Девочка снизу вверх осторожно глянула на свою спутницу. Вообще-то она недолюбливала прабабку за крутой нрав, излишнюю, как она считала, требовательность и строгость «к детям», но сейчас, подумав о прошлом и о том, как безжалостно оно ко всем людям, а значит, и к ней, она вдруг ощутила щемящую жалость к бабе Даше и… к себе. В душе возник какой-то озноб — будто невзначай она притронулась к чему-то таинственному, недозволенному и опасному.
Приблизившись к дому, они услышали гулкий стук топора. Это отчим с утра упражнялся с огромной, столетней, в три обхвата ветлой, стоявшей перед их крыльцом. Который уже месяц каждое утро он подступался к дереву-исполину, высекая на нем глубокий круговой заруб, чтобы добраться до сердцевины. Заруб становился все больше, сердцевина — все тоньше, но ветла стояла, как влитая. Бабка злилась на отчима, опасаясь, что дерево однажды рухнет на дом и кого-нибудь, не дай Бог, придавит, но отчим был неумолим: срубить упрямую ветлу стало для него идеей фикс.

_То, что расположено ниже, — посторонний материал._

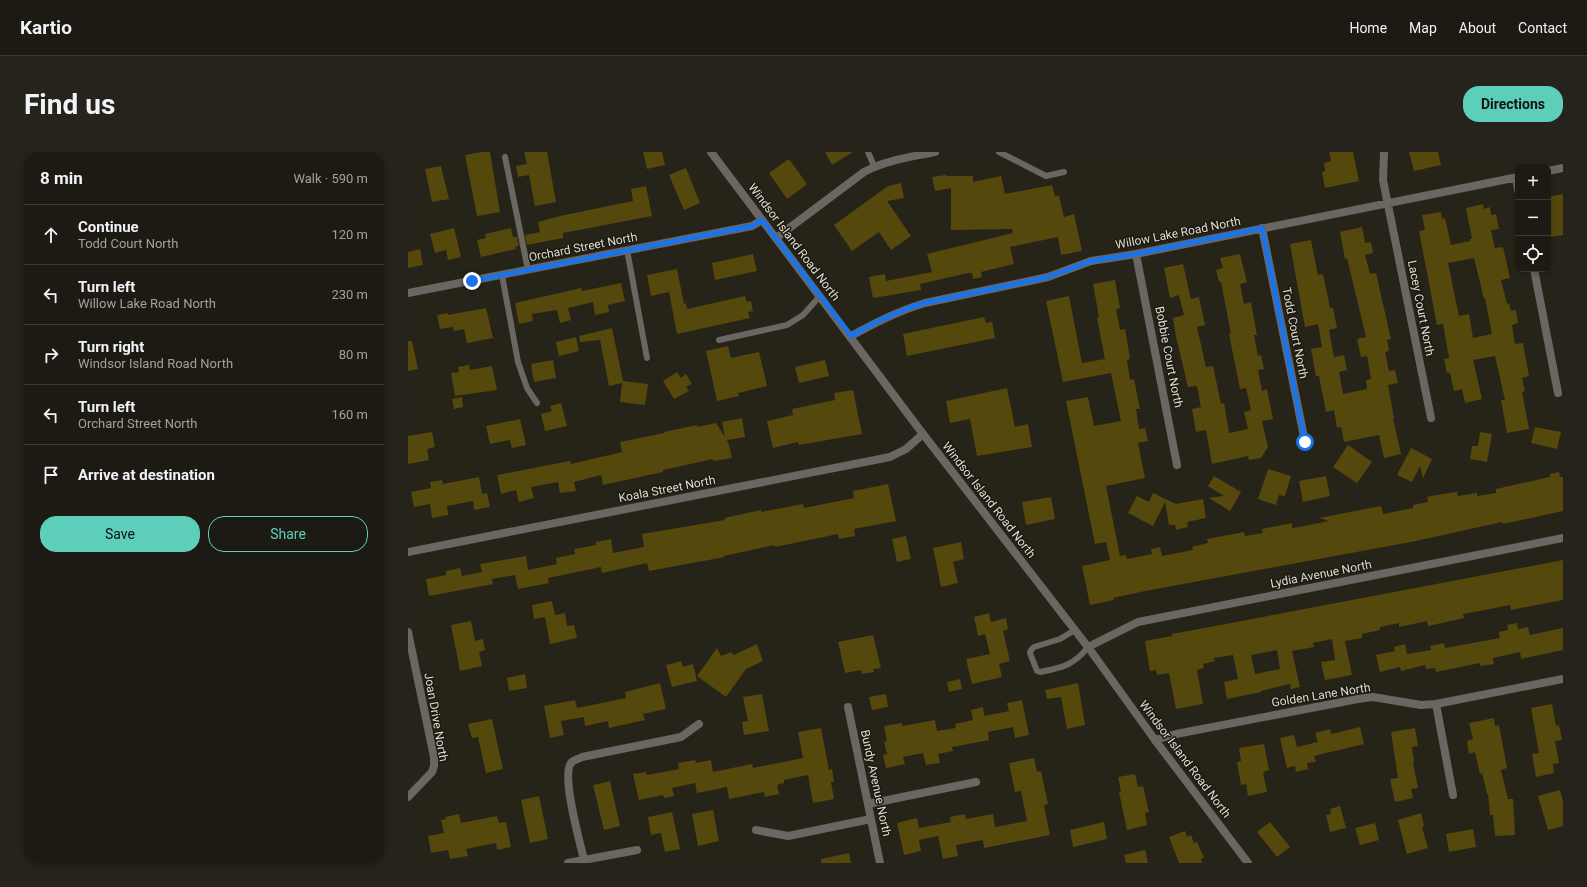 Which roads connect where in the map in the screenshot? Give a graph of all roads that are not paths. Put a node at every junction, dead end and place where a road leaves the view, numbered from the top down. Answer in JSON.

Лизу совершенно не задевали эти взрослые споры и заботы. Тем более, если дело касалось отчима, которого она так до конца и не признала. Он прибился к ним через полтора года после смерти отца. Высокий, гладкий, «самовлюбленный нарцисс», — так про себя определила его Лиза, — Роман служил охранником в том же Одинцовском банке, где уборщицей вечерами подрабатывала ее мать. Любил выпить и приврать, в подпитии частенько поднимал руку на свою «гражданскую половину». Однажды попытался точно так же «повоспитывать» и Лизу, но та, прошедшая к своим тринадцати годам лихую школу красногорских дворов, молча схватила со стола широкий кухонный нож и тихо произнесла: «Отстань, убью. Тронешь еще мать пальцем — ночью зарежу. И ничего мне не будет — я несовершеннолетняя». Нож в тоненькой руке Лизы тускло поблескивал, вскинутое лицо ее было перемазано слезами и тушью, но стальные серые глаза девочки были столь серьезны и решительны, что отчим счел за лучшее не испытывать судьбу. Рукоприкладство с того дня в их доме прекратилось, а между отчимом и падчерицей установились классические отношения «ни войны, ни мира», сохранявшиеся до сих пор. К чести Романа, он не бросил Лизу после того злосчастного дня, когда Алена, ее мать, уехала в центр Москвы на поиски очередного приработка и не вернулась. Поиски тогда ни к чему не привели, да и как искать в самом пекле смуты, если пылали кварталы, людей ежедневно убивали тысячами, а власти существовали только в теории.